- Task details -
Please set down every line of the records below exactly, without the pictures.

::: Data listing :::

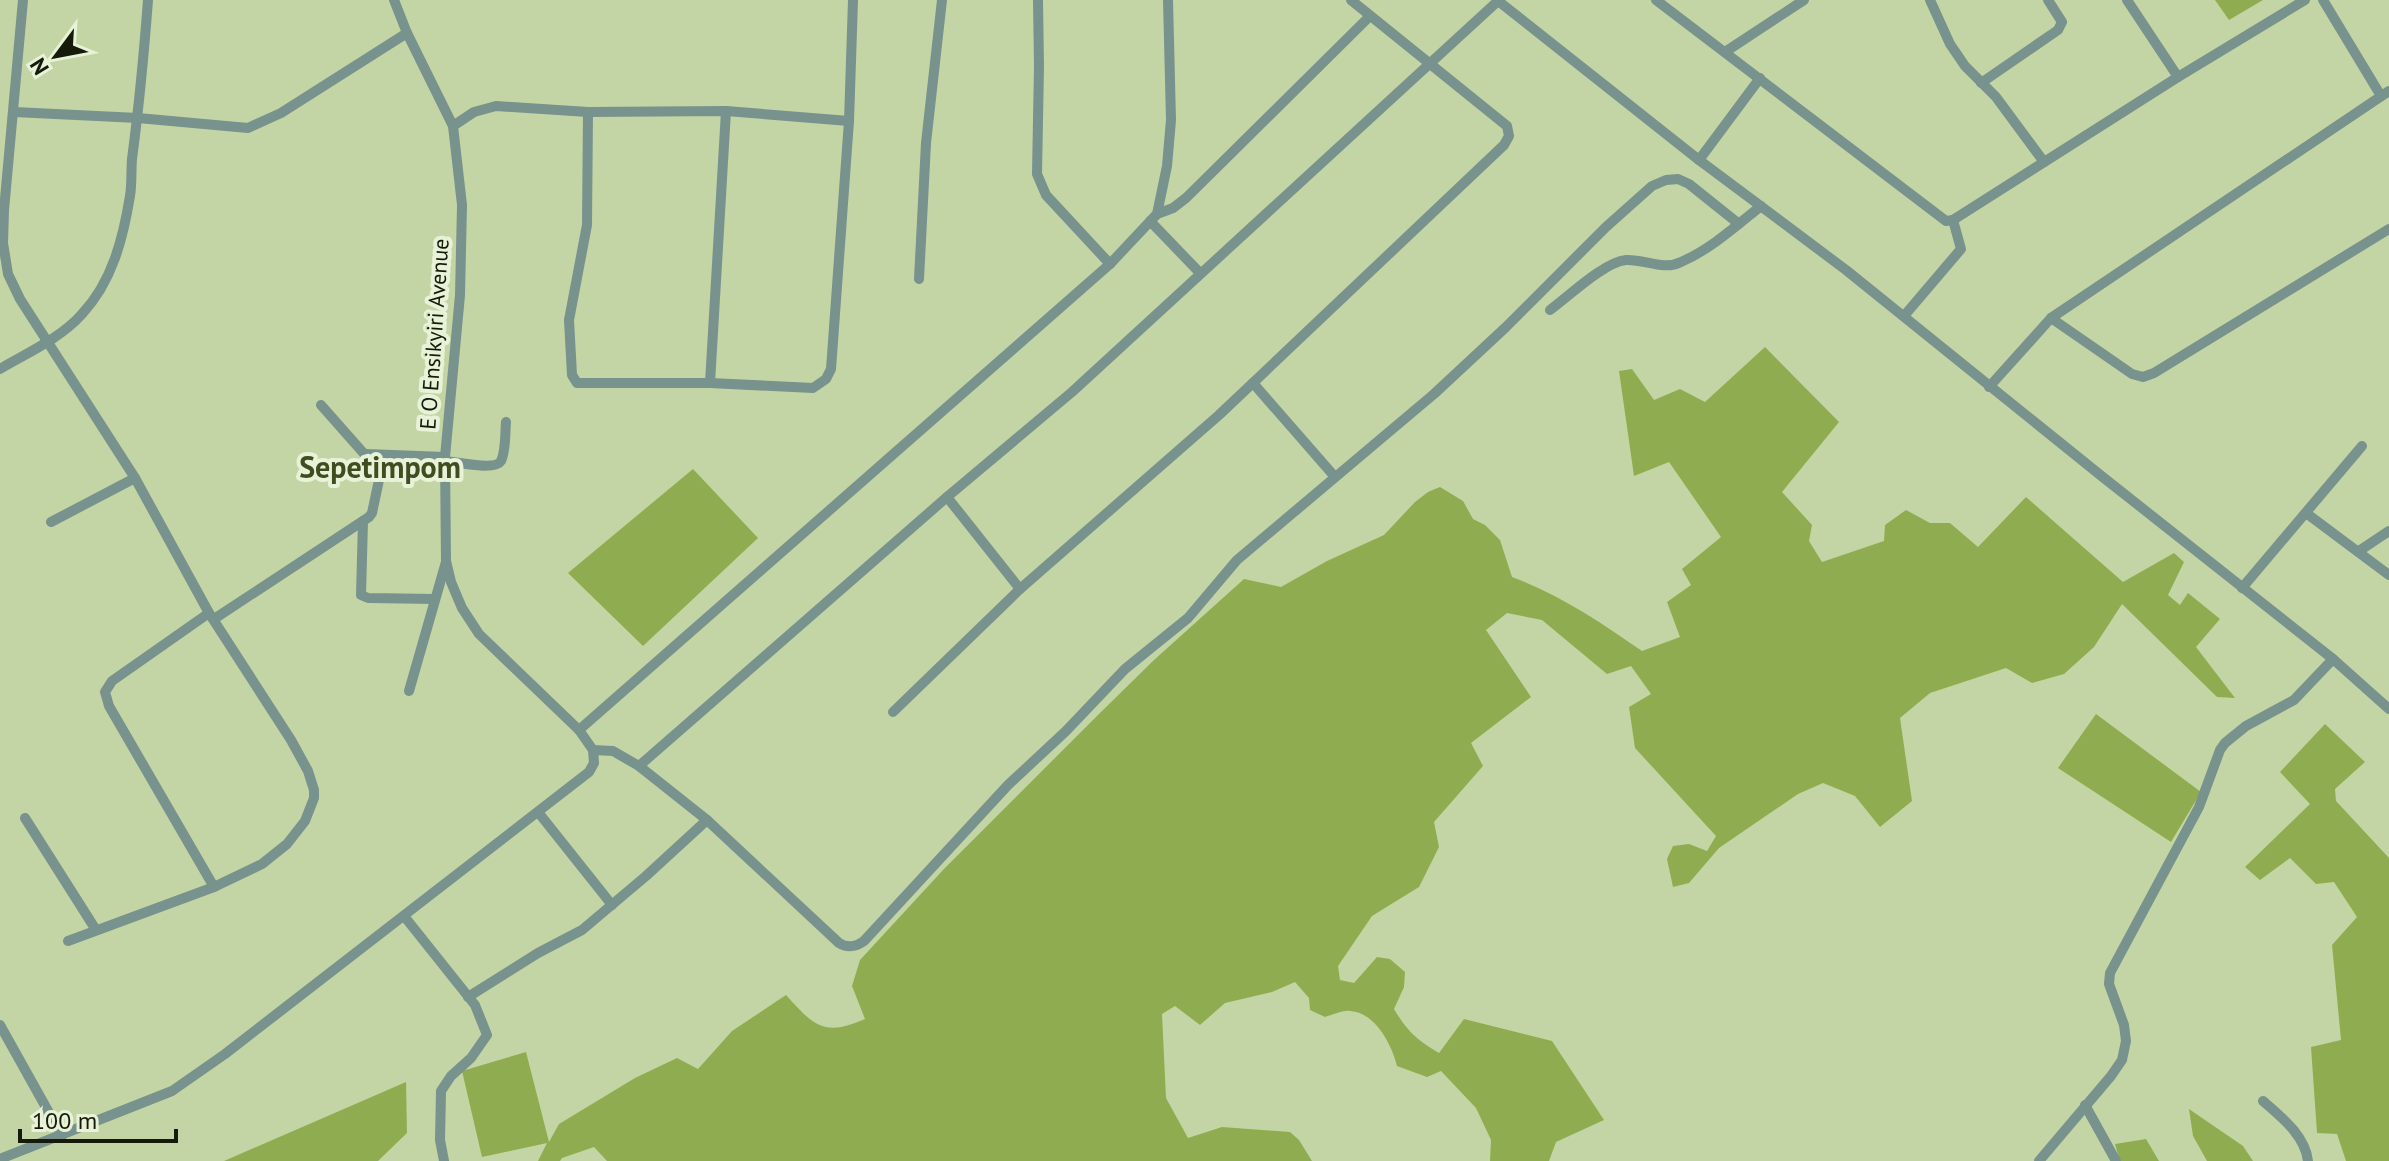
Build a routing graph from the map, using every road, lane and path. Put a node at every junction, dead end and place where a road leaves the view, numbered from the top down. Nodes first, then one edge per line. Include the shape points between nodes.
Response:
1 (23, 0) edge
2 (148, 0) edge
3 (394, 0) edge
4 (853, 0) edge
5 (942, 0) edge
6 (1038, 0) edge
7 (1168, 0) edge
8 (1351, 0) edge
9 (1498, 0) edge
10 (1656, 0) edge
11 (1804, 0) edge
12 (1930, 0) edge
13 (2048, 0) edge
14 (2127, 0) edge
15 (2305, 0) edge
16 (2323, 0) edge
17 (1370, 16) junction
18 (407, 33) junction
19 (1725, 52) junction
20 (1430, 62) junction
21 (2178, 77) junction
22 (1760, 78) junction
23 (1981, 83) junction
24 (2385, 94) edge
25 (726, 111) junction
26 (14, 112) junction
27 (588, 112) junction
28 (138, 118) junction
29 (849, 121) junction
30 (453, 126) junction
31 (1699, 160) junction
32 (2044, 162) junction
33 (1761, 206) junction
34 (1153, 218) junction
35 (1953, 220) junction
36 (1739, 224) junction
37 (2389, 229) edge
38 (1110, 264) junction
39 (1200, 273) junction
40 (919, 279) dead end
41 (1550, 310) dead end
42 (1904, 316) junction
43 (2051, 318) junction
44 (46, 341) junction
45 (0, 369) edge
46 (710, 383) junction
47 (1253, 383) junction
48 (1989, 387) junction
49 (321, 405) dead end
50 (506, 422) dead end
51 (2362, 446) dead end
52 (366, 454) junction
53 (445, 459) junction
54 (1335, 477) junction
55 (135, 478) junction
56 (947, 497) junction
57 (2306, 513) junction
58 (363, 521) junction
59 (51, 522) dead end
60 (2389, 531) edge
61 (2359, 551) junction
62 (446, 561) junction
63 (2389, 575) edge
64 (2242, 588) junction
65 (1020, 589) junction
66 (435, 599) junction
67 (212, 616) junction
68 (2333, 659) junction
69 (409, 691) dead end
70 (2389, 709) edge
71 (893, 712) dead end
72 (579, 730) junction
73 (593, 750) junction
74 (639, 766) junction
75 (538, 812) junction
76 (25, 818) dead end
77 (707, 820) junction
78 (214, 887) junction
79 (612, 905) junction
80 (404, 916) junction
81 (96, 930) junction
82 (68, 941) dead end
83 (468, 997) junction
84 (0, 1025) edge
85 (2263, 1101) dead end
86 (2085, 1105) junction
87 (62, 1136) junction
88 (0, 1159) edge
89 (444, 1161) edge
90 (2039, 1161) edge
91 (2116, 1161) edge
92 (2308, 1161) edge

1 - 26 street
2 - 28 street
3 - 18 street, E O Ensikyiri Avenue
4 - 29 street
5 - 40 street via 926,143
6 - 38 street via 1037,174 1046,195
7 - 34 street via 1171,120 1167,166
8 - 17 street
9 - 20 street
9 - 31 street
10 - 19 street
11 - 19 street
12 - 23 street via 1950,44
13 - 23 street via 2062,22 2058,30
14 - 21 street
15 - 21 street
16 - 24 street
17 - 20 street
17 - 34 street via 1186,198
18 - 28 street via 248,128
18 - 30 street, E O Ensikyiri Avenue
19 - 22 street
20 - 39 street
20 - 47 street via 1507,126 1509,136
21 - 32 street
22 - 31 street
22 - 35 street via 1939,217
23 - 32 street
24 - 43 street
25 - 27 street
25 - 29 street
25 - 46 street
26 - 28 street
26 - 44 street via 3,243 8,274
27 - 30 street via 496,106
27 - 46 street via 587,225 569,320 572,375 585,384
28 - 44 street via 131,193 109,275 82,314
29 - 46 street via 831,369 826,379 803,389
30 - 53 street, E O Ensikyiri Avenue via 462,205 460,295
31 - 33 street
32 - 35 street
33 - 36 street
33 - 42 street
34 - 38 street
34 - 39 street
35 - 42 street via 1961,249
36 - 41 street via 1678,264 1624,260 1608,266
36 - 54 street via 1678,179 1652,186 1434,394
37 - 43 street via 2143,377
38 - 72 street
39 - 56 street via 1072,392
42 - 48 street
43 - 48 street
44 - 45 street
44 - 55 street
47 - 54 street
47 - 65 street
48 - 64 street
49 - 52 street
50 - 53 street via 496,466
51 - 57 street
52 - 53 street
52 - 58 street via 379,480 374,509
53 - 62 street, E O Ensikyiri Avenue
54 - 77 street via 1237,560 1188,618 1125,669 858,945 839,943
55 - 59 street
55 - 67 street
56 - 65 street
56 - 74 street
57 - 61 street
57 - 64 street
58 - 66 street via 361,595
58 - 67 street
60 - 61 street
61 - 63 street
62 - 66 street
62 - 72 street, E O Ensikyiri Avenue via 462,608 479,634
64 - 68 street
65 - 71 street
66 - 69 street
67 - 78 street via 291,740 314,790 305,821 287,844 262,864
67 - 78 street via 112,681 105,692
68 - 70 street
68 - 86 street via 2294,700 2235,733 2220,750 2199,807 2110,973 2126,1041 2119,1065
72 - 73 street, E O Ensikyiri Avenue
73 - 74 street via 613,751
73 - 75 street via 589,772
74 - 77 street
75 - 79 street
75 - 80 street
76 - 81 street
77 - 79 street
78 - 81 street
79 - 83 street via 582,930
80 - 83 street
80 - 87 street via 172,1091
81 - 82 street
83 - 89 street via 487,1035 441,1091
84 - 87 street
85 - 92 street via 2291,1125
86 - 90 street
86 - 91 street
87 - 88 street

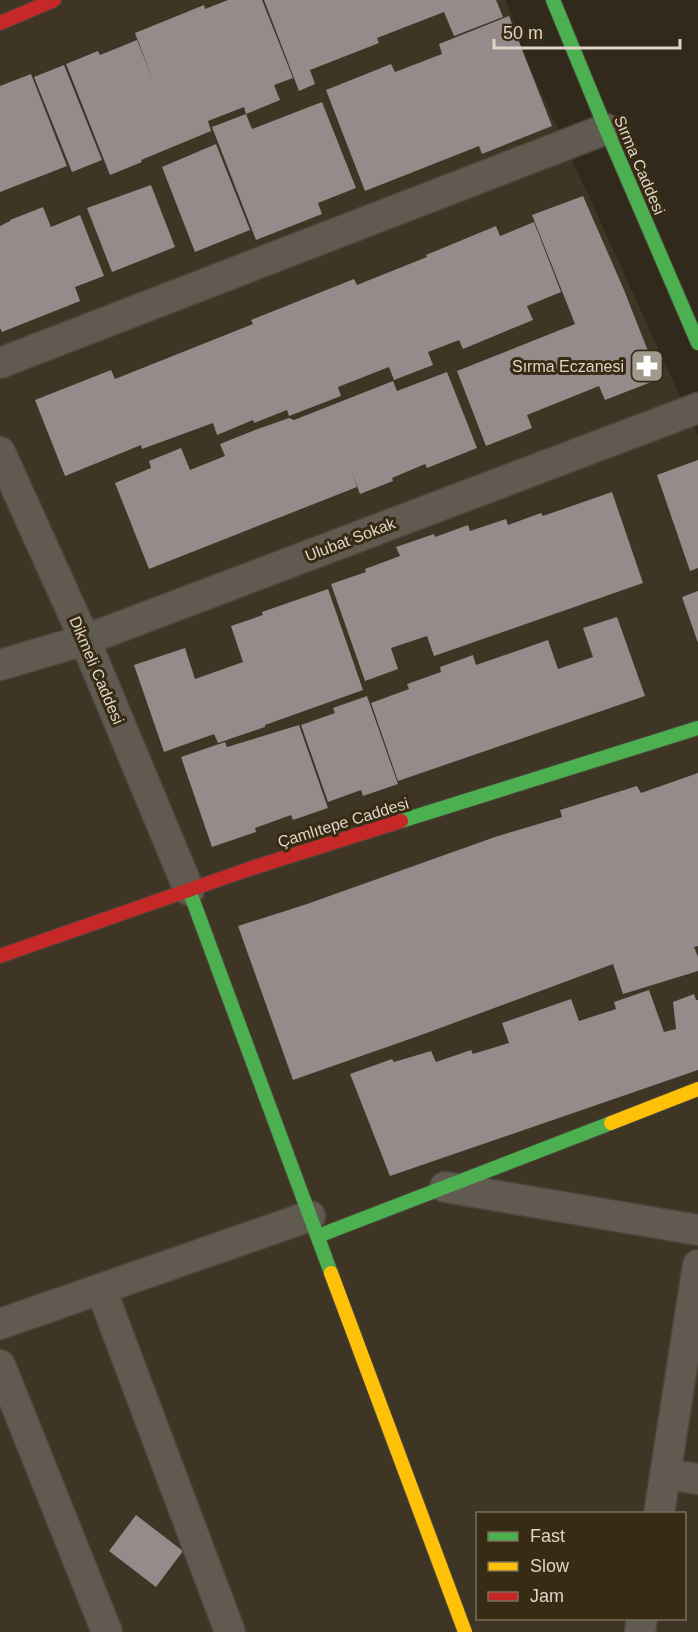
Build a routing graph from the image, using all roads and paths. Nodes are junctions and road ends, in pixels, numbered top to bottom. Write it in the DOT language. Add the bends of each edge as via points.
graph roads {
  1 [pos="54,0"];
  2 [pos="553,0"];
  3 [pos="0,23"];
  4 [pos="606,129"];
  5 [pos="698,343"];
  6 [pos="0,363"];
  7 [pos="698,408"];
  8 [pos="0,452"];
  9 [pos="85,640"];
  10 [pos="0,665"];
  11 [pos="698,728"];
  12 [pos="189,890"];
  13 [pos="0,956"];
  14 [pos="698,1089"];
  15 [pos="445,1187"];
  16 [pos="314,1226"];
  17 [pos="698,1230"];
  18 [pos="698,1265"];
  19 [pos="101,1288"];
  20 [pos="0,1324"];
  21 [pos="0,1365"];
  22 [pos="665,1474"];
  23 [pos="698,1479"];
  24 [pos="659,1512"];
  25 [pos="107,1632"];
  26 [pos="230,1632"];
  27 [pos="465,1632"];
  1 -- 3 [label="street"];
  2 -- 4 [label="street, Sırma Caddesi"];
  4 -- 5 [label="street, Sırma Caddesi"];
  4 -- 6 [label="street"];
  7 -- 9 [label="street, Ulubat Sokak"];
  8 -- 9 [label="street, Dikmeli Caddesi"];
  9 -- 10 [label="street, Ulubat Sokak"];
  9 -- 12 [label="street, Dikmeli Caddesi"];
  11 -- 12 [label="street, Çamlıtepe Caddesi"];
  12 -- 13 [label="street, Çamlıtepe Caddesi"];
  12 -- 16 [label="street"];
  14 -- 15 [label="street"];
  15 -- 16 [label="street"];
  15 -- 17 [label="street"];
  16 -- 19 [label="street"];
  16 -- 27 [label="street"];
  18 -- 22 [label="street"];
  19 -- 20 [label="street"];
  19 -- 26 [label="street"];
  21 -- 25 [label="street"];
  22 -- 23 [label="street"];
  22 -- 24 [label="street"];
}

:::

- Task result -
Build a routing graph from the map, using every road, lane and path. Put a node at every junction, dead end and place where a road leaves the view, numbered from the top down. Nodes first, then one edge per line. Include the shape points between nodes.
Response:
1 (23, 0) edge
2 (148, 0) edge
3 (394, 0) edge
4 (853, 0) edge
5 (942, 0) edge
6 (1038, 0) edge
7 (1168, 0) edge
8 (1351, 0) edge
9 (1498, 0) edge
10 (1656, 0) edge
11 (1804, 0) edge
12 (1930, 0) edge
13 (2048, 0) edge
14 (2127, 0) edge
15 (2305, 0) edge
16 (2323, 0) edge
17 (1370, 16) junction
18 (407, 33) junction
19 (1725, 52) junction
20 (1430, 62) junction
21 (2178, 77) junction
22 (1760, 78) junction
23 (1981, 83) junction
24 (2385, 94) edge
25 (726, 111) junction
26 (14, 112) junction
27 (588, 112) junction
28 (138, 118) junction
29 (849, 121) junction
30 (453, 126) junction
31 (1699, 160) junction
32 (2044, 162) junction
33 (1761, 206) junction
34 (1153, 218) junction
35 (1953, 220) junction
36 (1739, 224) junction
37 (2389, 229) edge
38 (1110, 264) junction
39 (1200, 273) junction
40 (919, 279) dead end
41 (1550, 310) dead end
42 (1904, 316) junction
43 (2051, 318) junction
44 (46, 341) junction
45 (0, 369) edge
46 (710, 383) junction
47 (1253, 383) junction
48 (1989, 387) junction
49 (321, 405) dead end
50 (506, 422) dead end
51 (2362, 446) dead end
52 (366, 454) junction
53 (445, 459) junction
54 (1335, 477) junction
55 (135, 478) junction
56 (947, 497) junction
57 (2306, 513) junction
58 (363, 521) junction
59 (51, 522) dead end
60 (2389, 531) edge
61 (2359, 551) junction
62 (446, 561) junction
63 (2389, 575) edge
64 (2242, 588) junction
65 (1020, 589) junction
66 (435, 599) junction
67 (212, 616) junction
68 (2333, 659) junction
69 (409, 691) dead end
70 (2389, 709) edge
71 (893, 712) dead end
72 (579, 730) junction
73 (593, 750) junction
74 (639, 766) junction
75 (538, 812) junction
76 (25, 818) dead end
77 (707, 820) junction
78 (214, 887) junction
79 (612, 905) junction
80 (404, 916) junction
81 (96, 930) junction
82 (68, 941) dead end
83 (468, 997) junction
84 (0, 1025) edge
85 (2263, 1101) dead end
86 (2085, 1105) junction
87 (62, 1136) junction
88 (0, 1159) edge
89 (444, 1161) edge
90 (2039, 1161) edge
91 (2116, 1161) edge
92 (2308, 1161) edge

1 - 26 street
2 - 28 street
3 - 18 street, E O Ensikyiri Avenue
4 - 29 street
5 - 40 street via 926,143
6 - 38 street via 1037,174 1046,195
7 - 34 street via 1171,120 1167,166
8 - 17 street
9 - 20 street
9 - 31 street
10 - 19 street
11 - 19 street
12 - 23 street via 1950,44
13 - 23 street via 2062,22 2058,30
14 - 21 street
15 - 21 street
16 - 24 street
17 - 20 street
17 - 34 street via 1186,198
18 - 28 street via 248,128
18 - 30 street, E O Ensikyiri Avenue
19 - 22 street
20 - 39 street
20 - 47 street via 1507,126 1509,136
21 - 32 street
22 - 31 street
22 - 35 street via 1939,217
23 - 32 street
24 - 43 street
25 - 27 street
25 - 29 street
25 - 46 street
26 - 28 street
26 - 44 street via 3,243 8,274
27 - 30 street via 496,106
27 - 46 street via 587,225 569,320 572,375 585,384
28 - 44 street via 131,193 109,275 82,314
29 - 46 street via 831,369 826,379 803,389
30 - 53 street, E O Ensikyiri Avenue via 462,205 460,295
31 - 33 street
32 - 35 street
33 - 36 street
33 - 42 street
34 - 38 street
34 - 39 street
35 - 42 street via 1961,249
36 - 41 street via 1678,264 1624,260 1608,266
36 - 54 street via 1678,179 1652,186 1434,394
37 - 43 street via 2143,377
38 - 72 street
39 - 56 street via 1072,392
42 - 48 street
43 - 48 street
44 - 45 street
44 - 55 street
47 - 54 street
47 - 65 street
48 - 64 street
49 - 52 street
50 - 53 street via 496,466
51 - 57 street
52 - 53 street
52 - 58 street via 379,480 374,509
53 - 62 street, E O Ensikyiri Avenue
54 - 77 street via 1237,560 1188,618 1125,669 858,945 839,943
55 - 59 street
55 - 67 street
56 - 65 street
56 - 74 street
57 - 61 street
57 - 64 street
58 - 66 street via 361,595
58 - 67 street
60 - 61 street
61 - 63 street
62 - 66 street
62 - 72 street, E O Ensikyiri Avenue via 462,608 479,634
64 - 68 street
65 - 71 street
66 - 69 street
67 - 78 street via 291,740 314,790 305,821 287,844 262,864
67 - 78 street via 112,681 105,692
68 - 70 street
68 - 86 street via 2294,700 2235,733 2220,750 2199,807 2110,973 2126,1041 2119,1065
72 - 73 street, E O Ensikyiri Avenue
73 - 74 street via 613,751
73 - 75 street via 589,772
74 - 77 street
75 - 79 street
75 - 80 street
76 - 81 street
77 - 79 street
78 - 81 street
79 - 83 street via 582,930
80 - 83 street
80 - 87 street via 172,1091
81 - 82 street
83 - 89 street via 487,1035 441,1091
84 - 87 street
85 - 92 street via 2291,1125
86 - 90 street
86 - 91 street
87 - 88 street

Build a routing graph from the image, using all roads and paths. Nodes are junctions and road ends, in pixels, numbered top to bottom. Write it in the DOT language. Add the bends of each edge as via points.
graph roads {
  1 [pos="54,0"];
  2 [pos="553,0"];
  3 [pos="0,23"];
  4 [pos="606,129"];
  5 [pos="698,343"];
  6 [pos="0,363"];
  7 [pos="698,408"];
  8 [pos="0,452"];
  9 [pos="85,640"];
  10 [pos="0,665"];
  11 [pos="698,728"];
  12 [pos="189,890"];
  13 [pos="0,956"];
  14 [pos="698,1089"];
  15 [pos="445,1187"];
  16 [pos="314,1226"];
  17 [pos="698,1230"];
  18 [pos="698,1265"];
  19 [pos="101,1288"];
  20 [pos="0,1324"];
  21 [pos="0,1365"];
  22 [pos="665,1474"];
  23 [pos="698,1479"];
  24 [pos="659,1512"];
  25 [pos="107,1632"];
  26 [pos="230,1632"];
  27 [pos="465,1632"];
  1 -- 3 [label="street"];
  2 -- 4 [label="street, Sırma Caddesi"];
  4 -- 5 [label="street, Sırma Caddesi"];
  4 -- 6 [label="street"];
  7 -- 9 [label="street, Ulubat Sokak"];
  8 -- 9 [label="street, Dikmeli Caddesi"];
  9 -- 10 [label="street, Ulubat Sokak"];
  9 -- 12 [label="street, Dikmeli Caddesi"];
  11 -- 12 [label="street, Çamlıtepe Caddesi"];
  12 -- 13 [label="street, Çamlıtepe Caddesi"];
  12 -- 16 [label="street"];
  14 -- 15 [label="street"];
  15 -- 16 [label="street"];
  15 -- 17 [label="street"];
  16 -- 19 [label="street"];
  16 -- 27 [label="street"];
  18 -- 22 [label="street"];
  19 -- 20 [label="street"];
  19 -- 26 [label="street"];
  21 -- 25 [label="street"];
  22 -- 23 [label="street"];
  22 -- 24 [label="street"];
}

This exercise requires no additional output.